Francesco si scusa dopo lo “slang” sui gay: Nella Chiesa c’è posto per tutti
“Nella Chiesa c’è troppa aria di frociaggine”: è bastata l’indiscrezione di Dagospia attribuita a Papa Francesco nell’incontro a porte chiuse con gli oltre 200 vescovi italiani che aveva aperto l’assemblea generale della Cei, per fare rumore sulla questione dei seminaristi omosessuali da tenere lontani dal mondo della religione cattolica. Come in tante occasioni, ove l’accelerazione mediatica guarda alla forma piuttosto che al contenuto, ha colpito il termine, più consono forse a qualche programma tv della fascia pomeridiana ove l’orientamento sessuale, con i suoi contorni gossippari, può diventare tema di dibattito per ore.
Dal Vaticano, ieri, le scuse di Francesco: “Nella Chiesa c’è spazio per tutti, per tutti! Nessuno è inutile, nessuno è superfluo”, per dire che “il papa non ha mai inteso offendere o esprimersi in termini omofobi, e rivolge le sue scuse a coloro che si sono sentiti offesi per l’uso di un termine, riferito da altri”.

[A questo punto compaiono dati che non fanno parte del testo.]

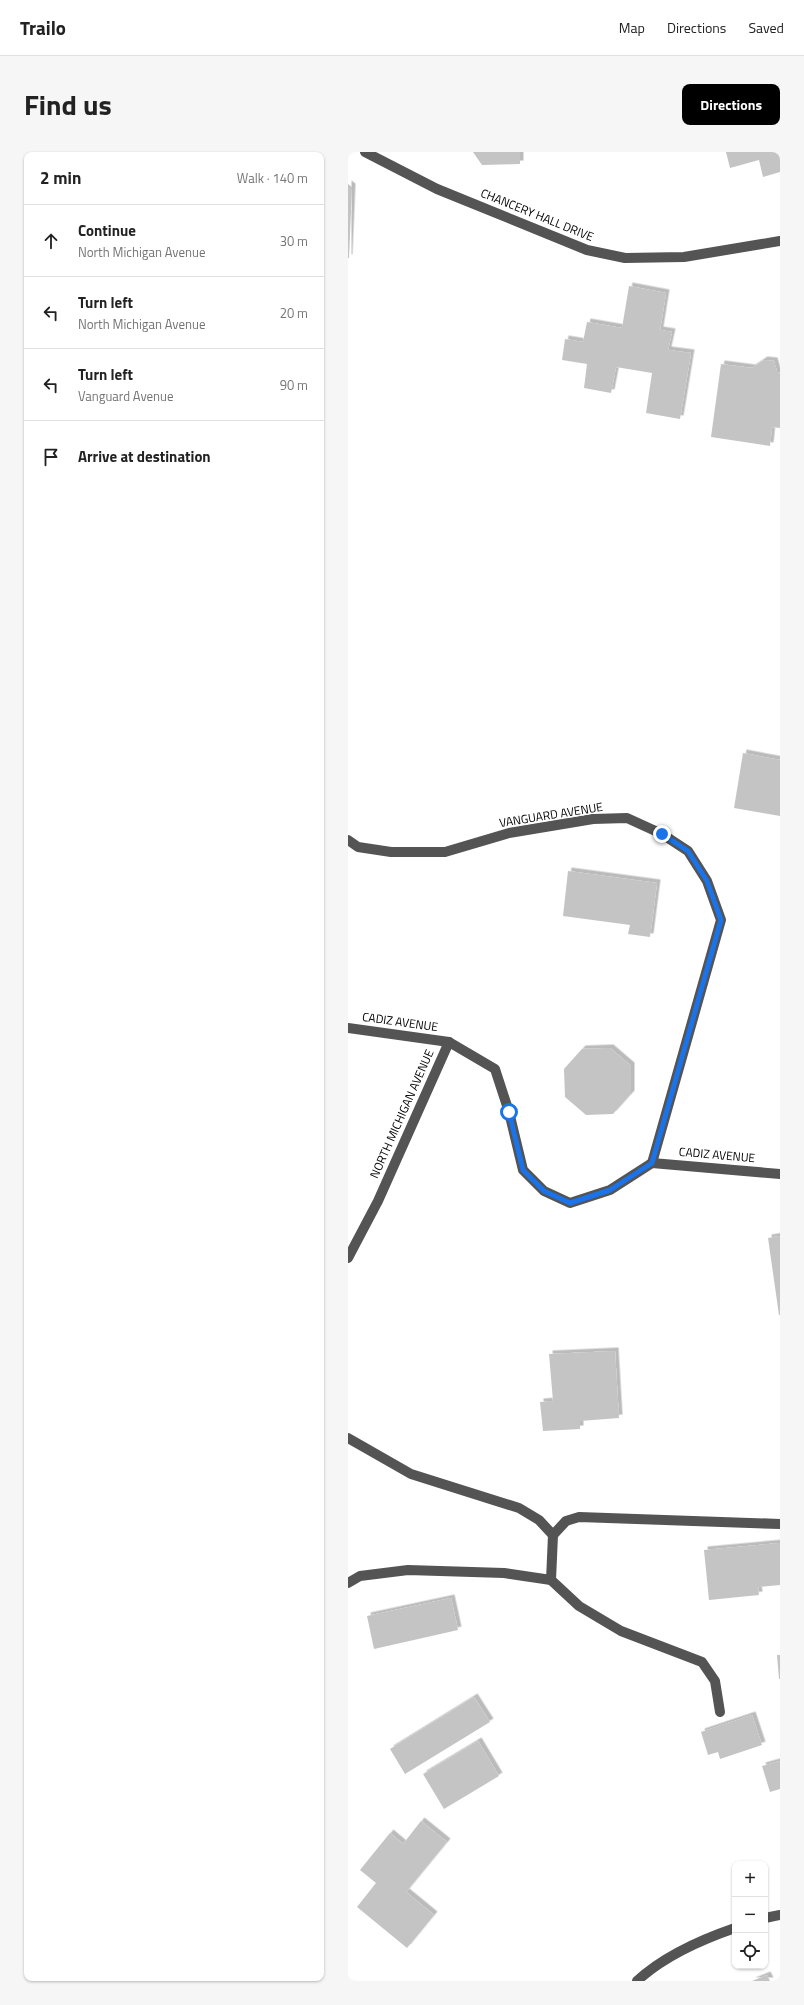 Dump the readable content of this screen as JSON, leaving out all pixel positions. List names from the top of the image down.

Mentre in pochi hanno ricordato che Bergoglio, dall’inizio del suo pontificato 11 anni fa, aveva rivoluzionato la comunicazione della fede con parole di uso comune e persino colorite frasi del lunfardo, il dialetto ispanico del porto di Buenos Aires. Uno slang simile a quello di uno scaricatore di porto, insomma. Come era accaduto per invitare i sacerdoti ad una maggiore apertura, a “non mettere i bigodini alle pecore” delle quali però va conservato “l’odore”. O con i giovani, per “non balconear”, non stare alla finestra, immergendosi nelle cose facendo “ruido”, casino.
Un termine colorito per affrontare con determinazione una sostanza della posizione della Chiesa che non si è mai modificata rispetto a questo tema. Già un’istruzione del dicastero vaticano per il Clero del 2005, nel pontificato di Benedetto XVI era intervenuta ad avvertire che “la Chiesa, pur rispettando profondamente le persone in questione, non può ammettere al seminario e agli ordini sacri coloro che praticano l’omosessualità, presentano tendenze omosessuali profondamente radicate o sostengono la cosiddetta cultura gay”.
Una istruzione ribadita dallo stesso papa 8 anni fa. Avvertimento non nuovo nella Cei che sta studiando la rimodulazione delle linee formative dei seminari, da sempre considerate determinanti per un corretto percorso dei candidati al sacerdozio. E che ora, con lo slang colorito di Francesco, taglia corto pure con la possibilità di restrizioni più sfumate, distinguendo tra “atti” e “tendenze”, emersa in un emendamento approvato nell’ultima assemblea dei vescovi ad Assisi, incoraggiati dalle passate aperture del papa sull’omosessualità.